:: WHAT YOU ARE ASKED TO DO ::
Where "ASRI" occurs in a line of the entries below, copy that line.

□ □ □ □ □ □ □

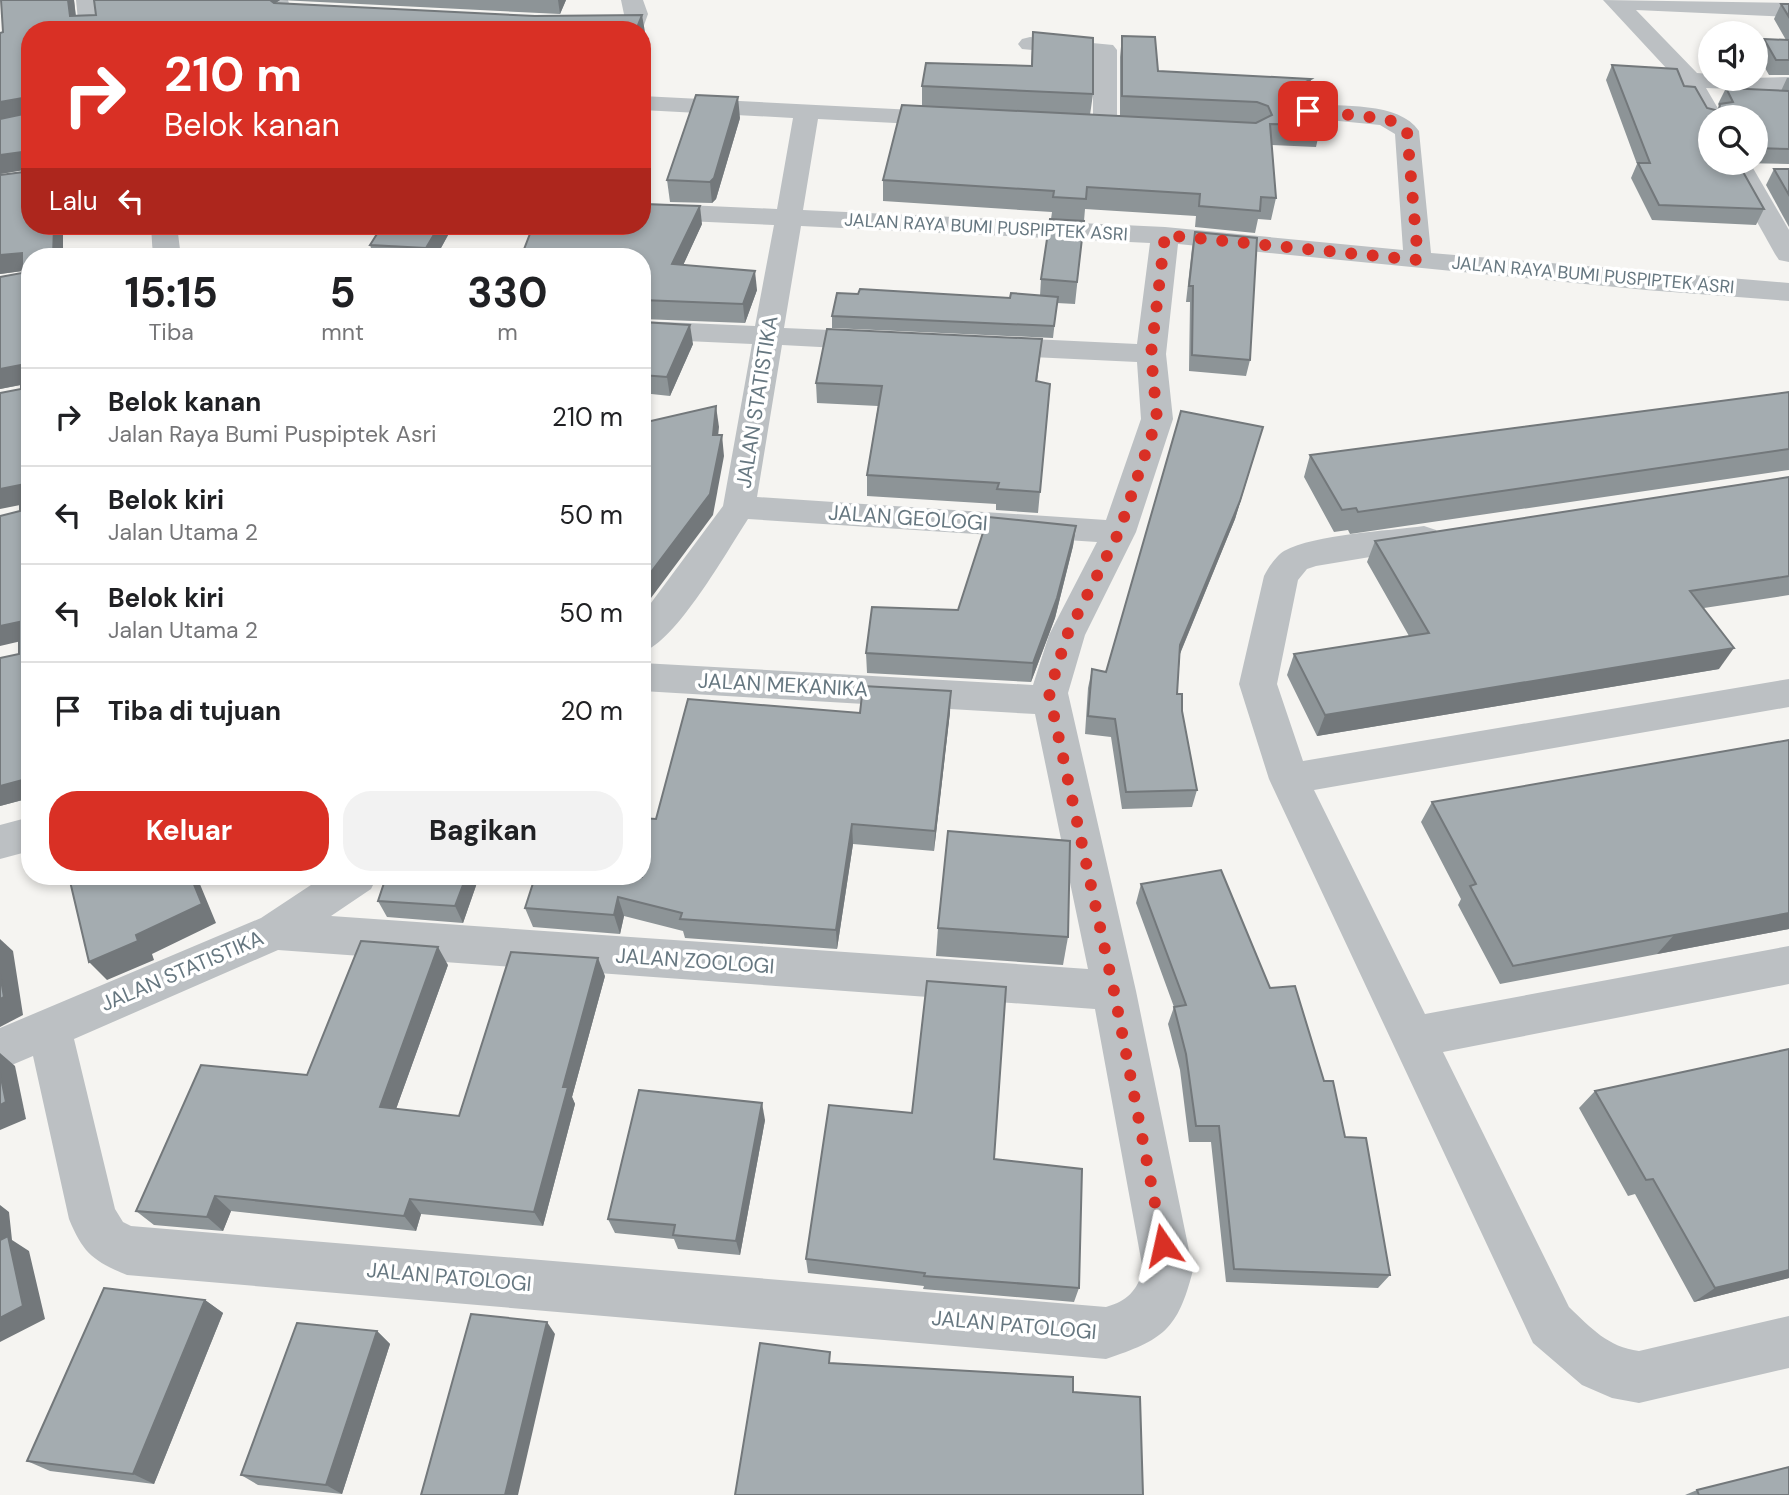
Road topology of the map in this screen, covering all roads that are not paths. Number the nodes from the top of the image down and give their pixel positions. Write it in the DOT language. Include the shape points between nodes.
graph roads {
  1 [pos="86,0"];
  2 [pos="632,0"];
  3 [pos="1616,1"];
  4 [pos="1789,10"];
  5 [pos="307,11"];
  6 [pos="281,13"];
  7 [pos="89,21"];
  8 [pos="635,21"];
  9 [pos="1030,44"];
  10 [pos="1690,80"];
  11 [pos="1789,84"];
  12 [pos="651,103"];
  13 [pos="1705,105"];
  14 [pos="807,111"];
  15 [pos="1308,111"];
  16 [pos="983,120"];
  17 [pos="1078,125"];
  18 [pos="1105,126"];
  19 [pos="1132,128"];
  20 [pos="1768,173"];
  21 [pos="1777,174"];
  22 [pos="1744,175"];
  23 [pos="651,211"];
  24 [pos="787,218"];
  25 [pos="1165,235"];
  26 [pos="1789,254"];
  27 [pos="1418,260"];
  28 [pos="1789,292"];
  29 [pos="651,330"];
  30 [pos="768,336"];
  31 [pos="905,342"];
  32 [pos="960,345"];
  33 [pos="1151,354"];
  34 [pos="739,507"];
  35 [pos="1119,532"];
  36 [pos="1450,534"];
  37 [pos="651,629"];
  38 [pos="651,678"];
  39 [pos="1789,693"];
  40 [pos="1049,700"];
  41 [pos="1289,779"];
  42 [pos="21,836"];
  43 [pos="0,842"];
  44 [pos="343,885"];
  45 [pos="276,931"];
  46 [pos="1789,965"];
  47 [pos="1114,991"];
  48 [pos="49,1029"];
  49 [pos="1413,1037"];
  50 [pos="0,1049"];
  51 [pos="1789,1342"];
  1 -- 7 [label="street"];
  2 -- 8 [label="street"];
  3 -- 4 [label="street"];
  3 -- 10 [label="street"];
  5 -- 6 [label="street"];
  9 -- 18 [label="street" via="1105,50"];
  10 -- 11 [label="street"];
  10 -- 13 [label="street"];
  12 -- 14 [label="street"];
  14 -- 16 [label="street"];
  14 -- 24 [label="street, JALAN STATISTIKA"];
  15 -- 27 [label="street" via="1381,118 1407,131"];
  17 -- 18 [label="street"];
  18 -- 19 [label="street"];
  20 -- 21 [label="street"];
  22 -- 26 [label="street"];
  23 -- 24 [label="street, JALAN RAYA BUMI PUSPIPTEK ASRI"];
  24 -- 25 [label="street, JALAN RAYA BUMI PUSPIPTEK ASRI"];
  24 -- 30 [label="street, JALAN STATISTIKA"];
  25 -- 27 [label="street, JALAN RAYA BUMI PUSPIPTEK ASRI"];
  25 -- 33 [label="street, JALAN PATOLOGI"];
  27 -- 28 [label="street, JALAN RAYA BUMI PUSPIPTEK ASRI"];
  29 -- 30 [label="street"];
  30 -- 31 [label="street"];
  30 -- 34 [label="street, JALAN STATISTIKA"];
  32 -- 33 [label="street"];
  33 -- 35 [label="street, JALAN PATOLOGI" via="1157,419"];
  34 -- 35 [label="street, JALAN GEOLOGI"];
  34 -- 37 [label="street, JALAN STATISTIKA"];
  35 -- 40 [label="street, JALAN PATOLOGI" via="1067,635"];
  36 -- 41 [label="street" via="1314,554 1295,560 1281,576 1258,684"];
  38 -- 40 [label="street, JALAN MEKANIKA"];
  39 -- 41 [label="street"];
  40 -- 47 [label="street, JALAN PATOLOGI"];
  41 -- 49 [label="street"];
  42 -- 43 [label="street"];
  44 -- 45 [label="street, JALAN STATISTIKA"];
  45 -- 47 [label="street, JALAN ZOOLOGI"];
  45 -- 48 [label="street, JALAN STATISTIKA"];
  46 -- 49 [label="street"];
  47 -- 48 [label="street, JALAN PATOLOGI" via="1168,1270 1163,1294 1150,1315 1134,1325 1106,1332 127,1250 106,1239 93,1219"];
  48 -- 50 [label="street, JALAN STATISTIKA"];
  49 -- 51 [label="street" via="1551,1325 1593,1364 1616,1376 1639,1377"];
}
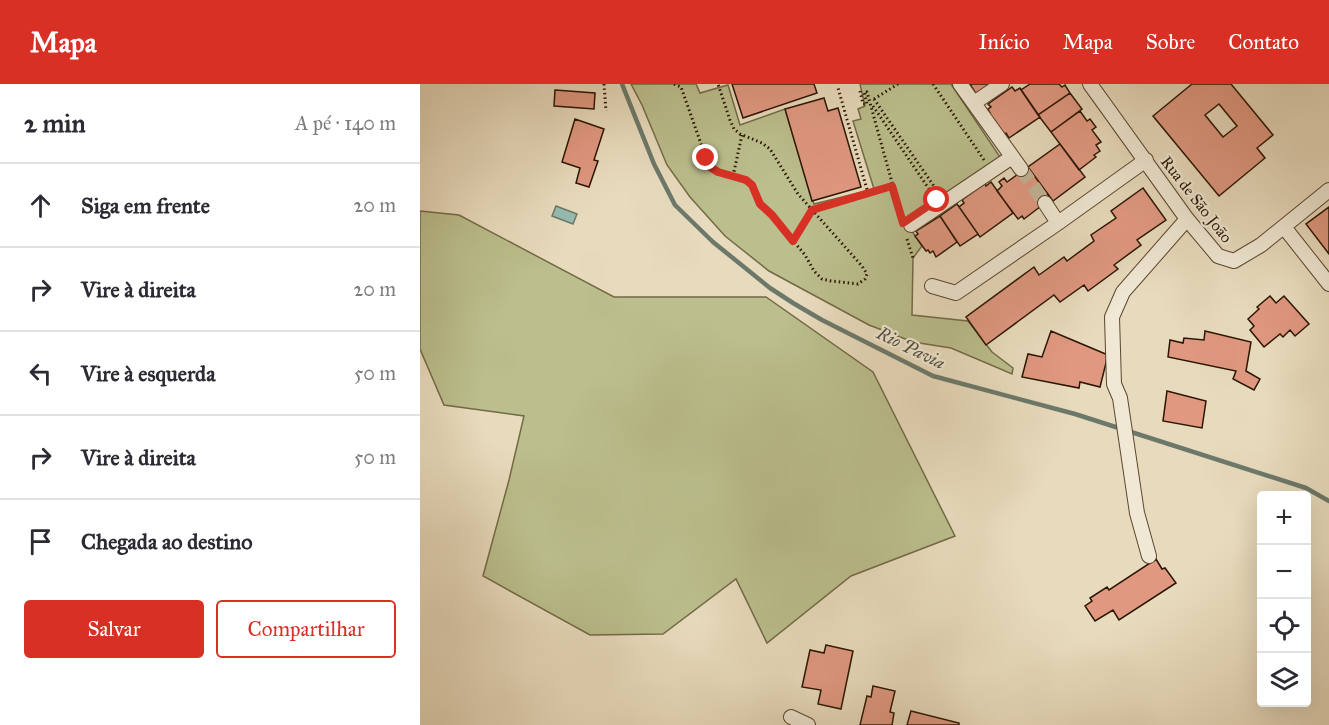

□ □ □ □ □ □ □

:: RESULT ::
  23 -- 24 [label="street, JALAN RAYA BUMI PUSPIPTEK ASRI"];
  24 -- 25 [label="street, JALAN RAYA BUMI PUSPIPTEK ASRI"];
  25 -- 27 [label="street, JALAN RAYA BUMI PUSPIPTEK ASRI"];
  27 -- 28 [label="street, JALAN RAYA BUMI PUSPIPTEK ASRI"];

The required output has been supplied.